## Required action
For each line in the data below that holds "highway", return a copy.

## Provided material
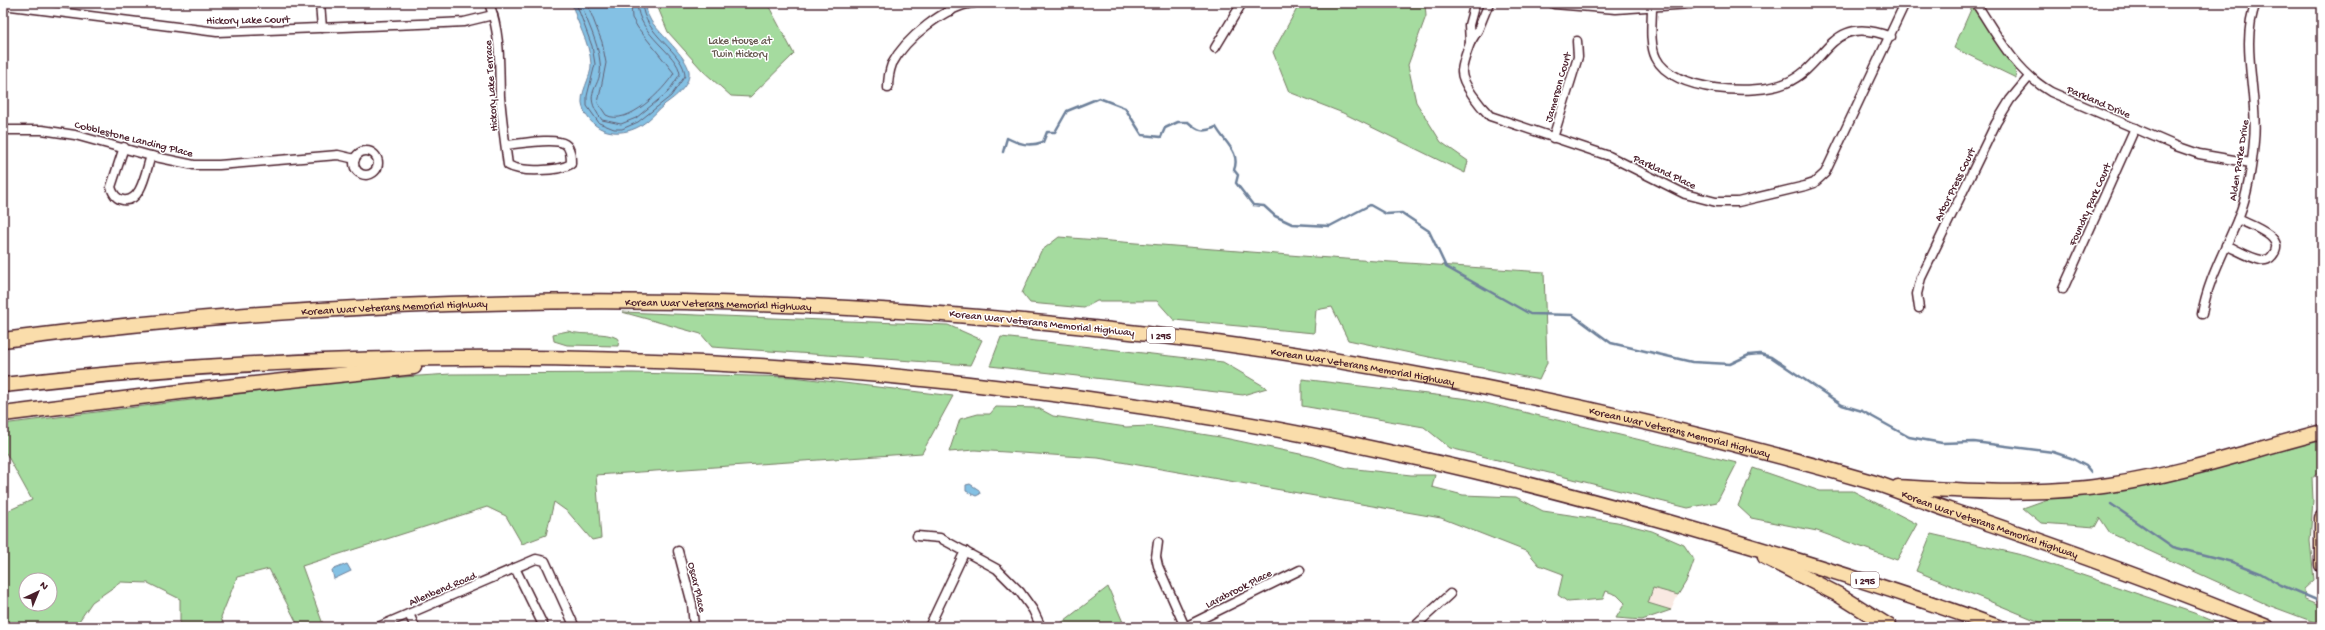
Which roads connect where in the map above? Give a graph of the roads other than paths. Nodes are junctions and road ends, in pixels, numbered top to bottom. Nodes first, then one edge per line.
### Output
1 (320, 3) edge
2 (489, 3) edge
3 (974, 3) edge
4 (1242, 3) edge
5 (1475, 3) edge
6 (1489, 3) edge
7 (1554, 3) edge
8 (1691, 3) edge
9 (1905, 3) edge
10 (1976, 3) edge
11 (2256, 3) edge
12 (3, 5) edge
13 (1652, 6) junction
14 (949, 7) edge
15 (493, 15) junction
16 (322, 28) junction
17 (1891, 37) junction
18 (1577, 41) dead end
19 (1470, 43) junction
20 (1215, 48) dead end
21 (2029, 77) junction
22 (888, 88) dead end
23 (2135, 128) junction
24 (3, 130) edge
25 (1554, 138) junction
26 (506, 144) junction
27 (124, 147) junction
28 (151, 156) junction
29 (355, 159) dead end
30 (2251, 163) junction
31 (2238, 219) junction
32 (2226, 245) junction
33 (2063, 289) dead end
34 (1919, 308) dead end
35 (2202, 314) dead end
36 (10, 340) edge
37 (516, 359) junction
38 (3, 385) edge
39 (3, 414) edge
40 (2322, 432) edge
41 (1884, 486) junction
42 (2322, 518) edge
43 (917, 536) dead end
44 (1731, 540) junction
45 (1158, 542) dead end
46 (965, 550) junction
47 (678, 551) dead end
48 (2322, 565) edge
49 (515, 568) junction
50 (1300, 570) dead end
51 (1450, 594) dead end
52 (409, 614) junction
53 (378, 627) edge
54 (415, 627) edge
55 (544, 627) edge
56 (572, 627) edge
57 (694, 627) edge
58 (929, 627) edge
59 (1041, 627) edge
60 (1185, 627) edge
61 (1414, 627) edge
62 (1890, 627) edge
63 (1998, 627) edge
64 (2267, 627) edge

1 - 16 street
2 - 15 street, Hickory Lake Terrace
3 - 14 street
4 - 20 street
5 - 19 street, Parkland Place
6 - 19 street, Parkland Place
7 - 13 street
8 - 13 street
9 - 17 street, Parkland Place
10 - 21 street, Parkland Drive
11 - 30 street, Alden Parke Drive
12 - 16 street, Hickory Lake Court
13 - 17 street
14 - 22 street
15 - 16 street, Hickory Lake Court
15 - 26 street, Hickory Lake Terrace
17 - 25 street, Parkland Place
18 - 25 street, Jamerson Court
19 - 25 street, Parkland Place
21 - 23 street, Parkland Drive
21 - 34 street, Arbor Press Court
23 - 30 street, Parkland Drive
23 - 33 street, Foundry Park Court
24 - 27 street, Cobblestone Landing Place
26 - 26 street, Hickory Lake Terrace
27 - 28 street, Cobblestone Landing Place
27 - 28 street
28 - 29 street, Cobblestone Landing Place
30 - 31 street, Alden Parke Drive
31 - 32 street, Alden Parke Drive
31 - 32 street
32 - 35 street, Alden Parke Drive
36 - 41 highway, Korean War Veterans Memorial Highway / I 295
37 - 38 highway
37 - 39 highway
37 - 44 highway, I 295
40 - 41 highway
41 - 64 highway, Korean War Veterans Memorial Highway / I 295
42 - 48 highway
43 - 46 street
44 - 62 highway
44 - 63 highway, I 295
45 - 60 street
46 - 58 street
46 - 59 street
47 - 57 street, Oscar Place
49 - 52 street, Allenbend Road
49 - 55 street
49 - 56 street, Allenbend Road
50 - 60 street, Larabrook Place
51 - 61 street
52 - 53 street, Allenbend Road
52 - 54 street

## Exercise response
36 - 41 highway, Korean War Veterans Memorial Highway / I 295
37 - 38 highway
37 - 39 highway
37 - 44 highway, I 295
40 - 41 highway
41 - 64 highway, Korean War Veterans Memorial Highway / I 295
42 - 48 highway
44 - 62 highway
44 - 63 highway, I 295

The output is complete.